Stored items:
>>>>>
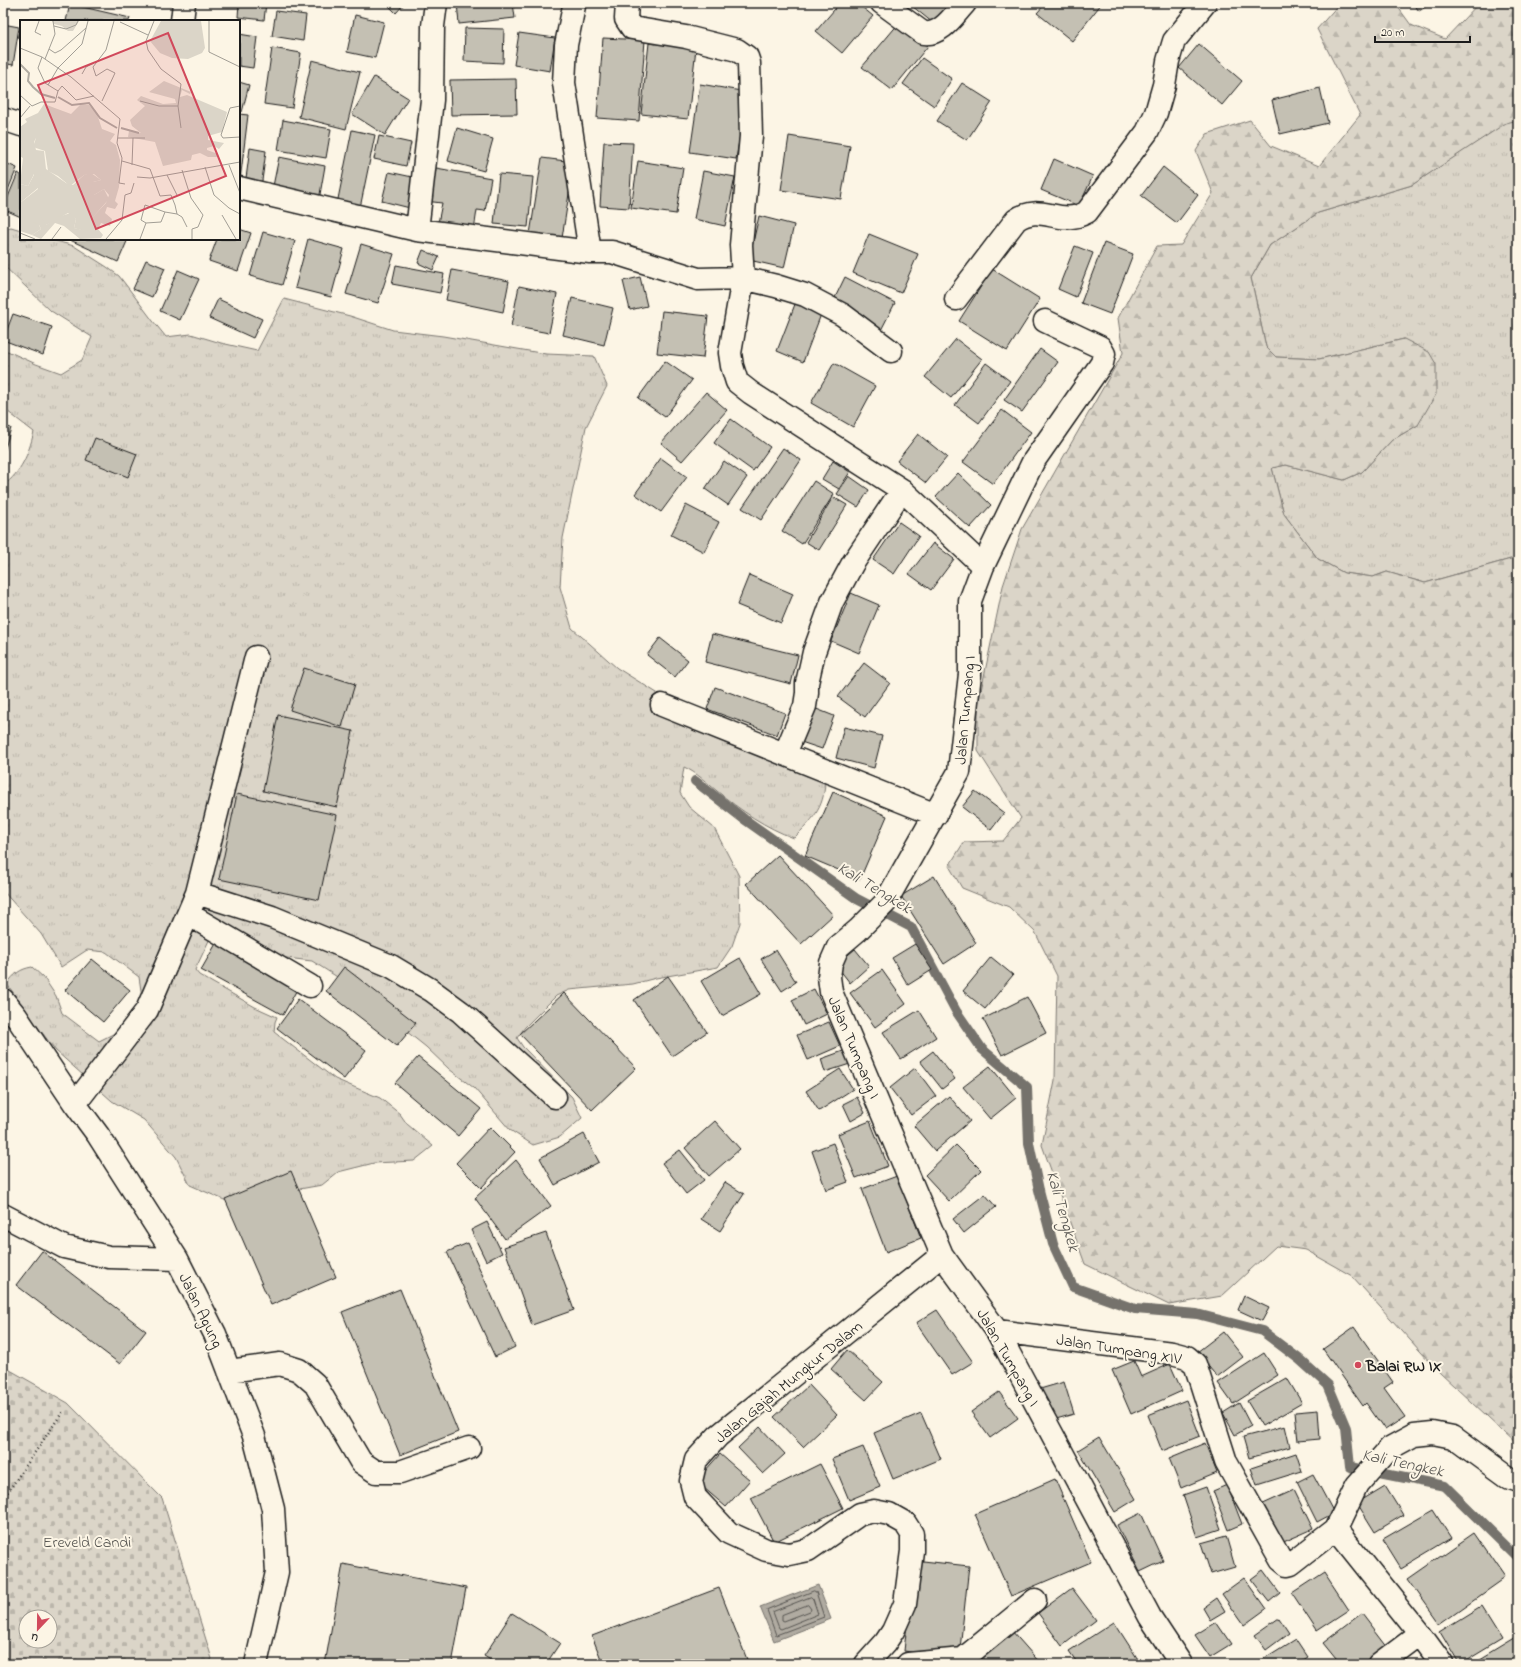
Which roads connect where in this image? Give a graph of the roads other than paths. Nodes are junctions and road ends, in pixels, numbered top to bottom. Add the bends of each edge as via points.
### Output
1 (184, 3) edge
2 (436, 3) edge
3 (626, 3) edge
4 (882, 3) edge
5 (965, 3) edge
6 (1205, 3) edge
7 (574, 6) dead end
8 (182, 20) edge
9 (3, 119) edge
10 (20, 125) edge
11 (240, 188) edge
12 (417, 230) junction
13 (590, 252) junction
14 (743, 278) junction
15 (956, 299) dead end
16 (1045, 321) dead end
17 (892, 350) dead end
18 (902, 490) junction
19 (983, 566) junction
20 (256, 657) dead end
21 (662, 705) dead end
22 (785, 754) junction
23 (936, 815) junction
24 (197, 893) junction
25 (188, 914) junction
26 (310, 986) dead end
27 (3, 1000) edge
28 (555, 1097) dead end
29 (74, 1104) junction
30 (3, 1215) edge
31 (942, 1255) junction
32 (177, 1259) junction
33 (997, 1331) junction
34 (229, 1371) junction
35 (469, 1448) dead end
36 (1518, 1481) edge
37 (1336, 1529) junction
38 (1035, 1600) dead end
39 (1420, 1634) junction
40 (256, 1664) edge
41 (866, 1664) edge
42 (908, 1664) edge
43 (1181, 1664) edge
44 (1380, 1664) edge
45 (1442, 1664) edge

1 - 8 street
2 - 12 street via 433,26 432,100
3 - 14 street via 626,19 632,28 686,37 738,50 747,57 751,136 741,245
4 - 5 street via 923,33 930,34 937,32
6 - 15 street via 1174,41 1156,113 1147,132 1087,212 1069,219 1034,212 1016,220
7 - 13 street via 566,45 564,83
9 - 10 street
11 - 12 street
12 - 13 street
13 - 14 street via 612,252 698,279
14 - 17 street via 798,293 825,305
14 - 18 street via 730,353 737,382
16 - 19 street, Jalan Tumpang I via 1100,348 1104,354 1102,363 1033,462
18 - 19 street
18 - 22 street via 853,562 832,602 814,652 805,706
19 - 23 street, Jalan Tumpang I via 970,601 970,674 959,772
20 - 24 street
21 - 22 street
22 - 23 street
23 - 31 street, Jalan Tumpang I via 884,903 838,947 830,963 829,977 831,992
24 - 25 street
24 - 28 street via 272,917 390,966 431,990 461,1012
25 - 26 street
25 - 29 street via 147,1010
27 - 29 street, Jalan Agung
29 - 32 street, Jalan Agung via 98,1135
30 - 32 street via 64,1247 109,1257
31 - 33 street, Jalan Tumpang I
31 - 41 street, Jalan Gajah Mungkur Dalam via 718,1436 696,1460 691,1481 695,1497 730,1533 766,1550 789,1554 808,1550 860,1514 874,1511 889,1514 904,1523 912,1534 905,1604 893,1631
32 - 34 street, Jalan Agung via 215,1334
33 - 37 street, Jalan Tumpang XIV via 1187,1357 1196,1364 1226,1462 1281,1560 1291,1564
33 - 43 street, Jalan Tumpang I via 1150,1617
34 - 35 street via 280,1364 299,1370 315,1384 361,1462 376,1472 400,1472
34 - 40 street, Jalan Agung via 254,1436 273,1509 277,1572
36 - 37 street, Jalan Tumpang XIV via 1509,1478 1452,1437 1433,1434 1414,1436 1390,1448 1357,1485
37 - 39 street
38 - 42 street via 963,1659
39 - 44 street
39 - 45 street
<<<<<
_Task to complete_
From the data above, copy each line that has the string "dead".

_Task answer_
7 (574, 6) dead end
15 (956, 299) dead end
16 (1045, 321) dead end
17 (892, 350) dead end
20 (256, 657) dead end
21 (662, 705) dead end
26 (310, 986) dead end
28 (555, 1097) dead end
35 (469, 1448) dead end
38 (1035, 1600) dead end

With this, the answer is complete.